Good news wins out

The press statement on the new round of star ratings, issued by the Commission for Social Care Inspection, was headed “Good and bad news for council social services”, but most councils will take heart from the emphasis on the good. Thirty-six of them improved their performance this year compared with last, against 15 which fell back.

CSCI chief inspector David Behan dispelled any A-level-style suspicion of mere grade inflation by the severity of his accompanying comments: it was “unacceptable” that 25 per cent of councils still languished on one or zero stars and it was “particularly disappointing” that more councils this year than last had lost stars.
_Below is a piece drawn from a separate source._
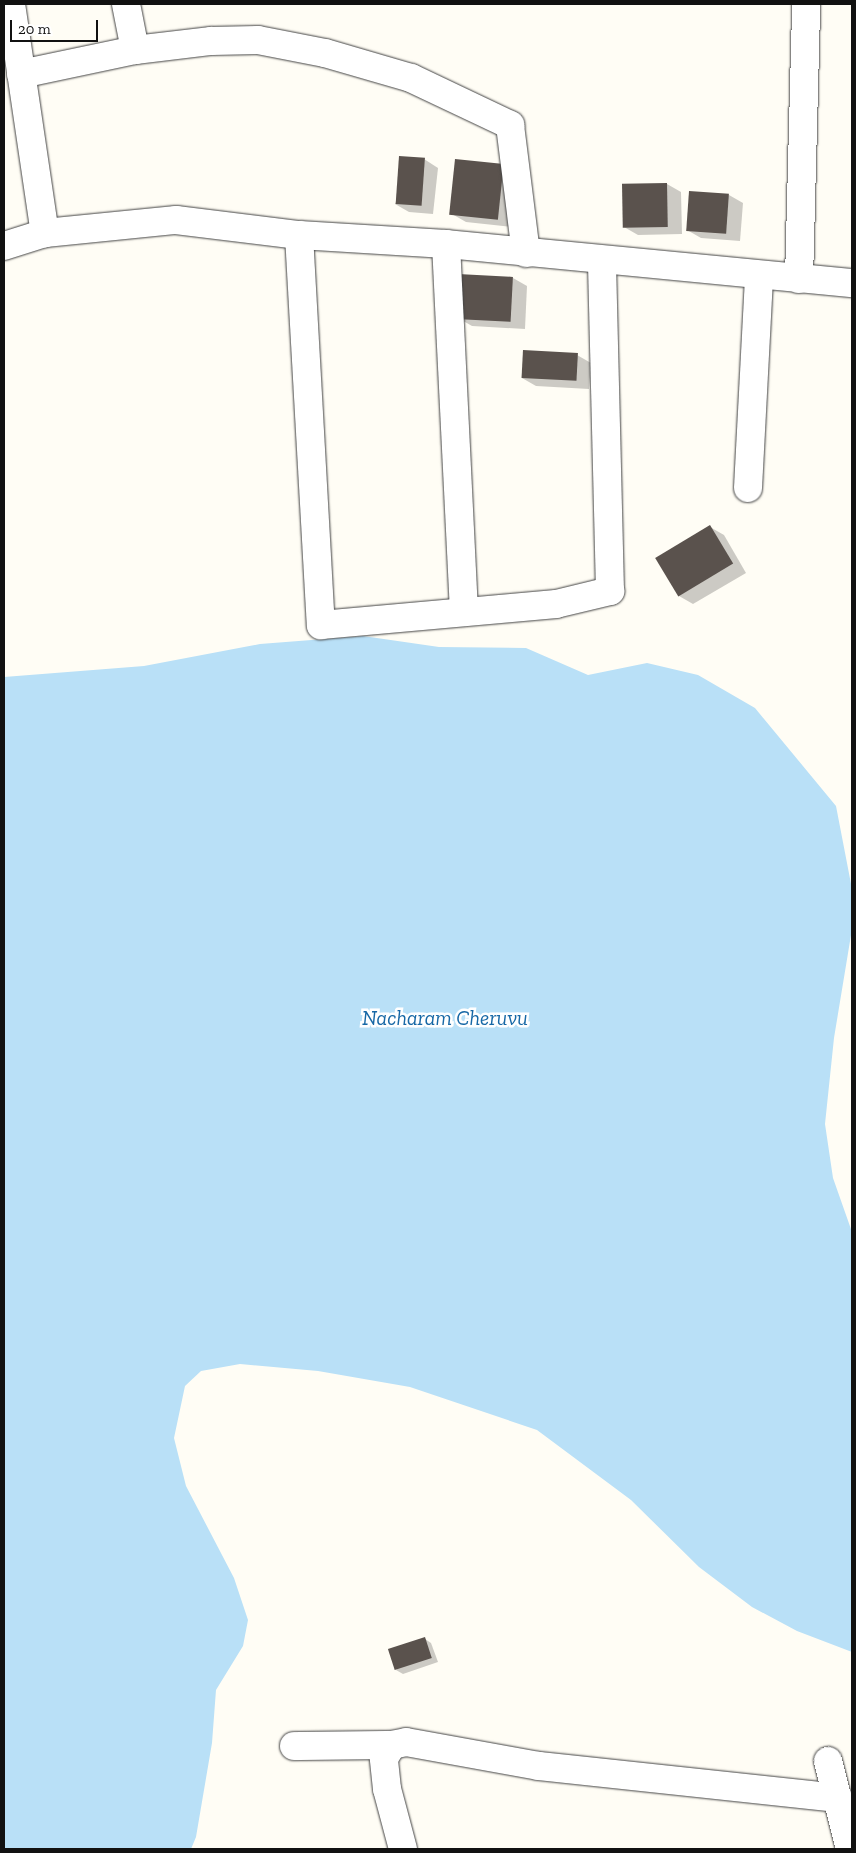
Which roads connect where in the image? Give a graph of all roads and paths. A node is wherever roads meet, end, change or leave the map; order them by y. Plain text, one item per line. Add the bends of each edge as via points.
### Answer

What Behan might have added was the fact that 75 per cent of councils receiving two and three stars was particularly impressive. Not only did the upwardly mobile councils vastly exceed the backsliders, there were signs that some of the knottiest problems in social services had begun to unravel. Better partnerships with health, better charging policies, fairer access to services and better handling of child protection registers contributed to a more than satisfactory roll call of success.

Clear evidence of a gap in the relative performance of children’s and adults’ services has begun to emerge. Three years ago their performance was similar; this year 77 per cent of councils were serving most adults well, compared with 63 per cent achieving the same for children. Some of this difference may be put down to the distractions of reorganisation, which are often more intense in children’s social services where there is less experience of working closely with education than there is in adult social services of working with health. So it is all the more disappointing that, unlike children’s services, adult health and social care will have different systems of performance measurement even though inspection is to become the sole responsibility of the Healthcare Commission. It is vital that any system respects the differences between the two sides, but it should also recognise that they have much in common.

While the existing system of star ratings is being scrapped on the children’s side, it will be retained for adult social care despite the fact that the NHS did away with stars last year. The CSCI identifies service commissioning as a priority for improvement in adult social care. This will be all the more important as the prospects brighten for joint commissioning with primary care trusts, but an integrated system of performance measurement would surely have smoothed the path.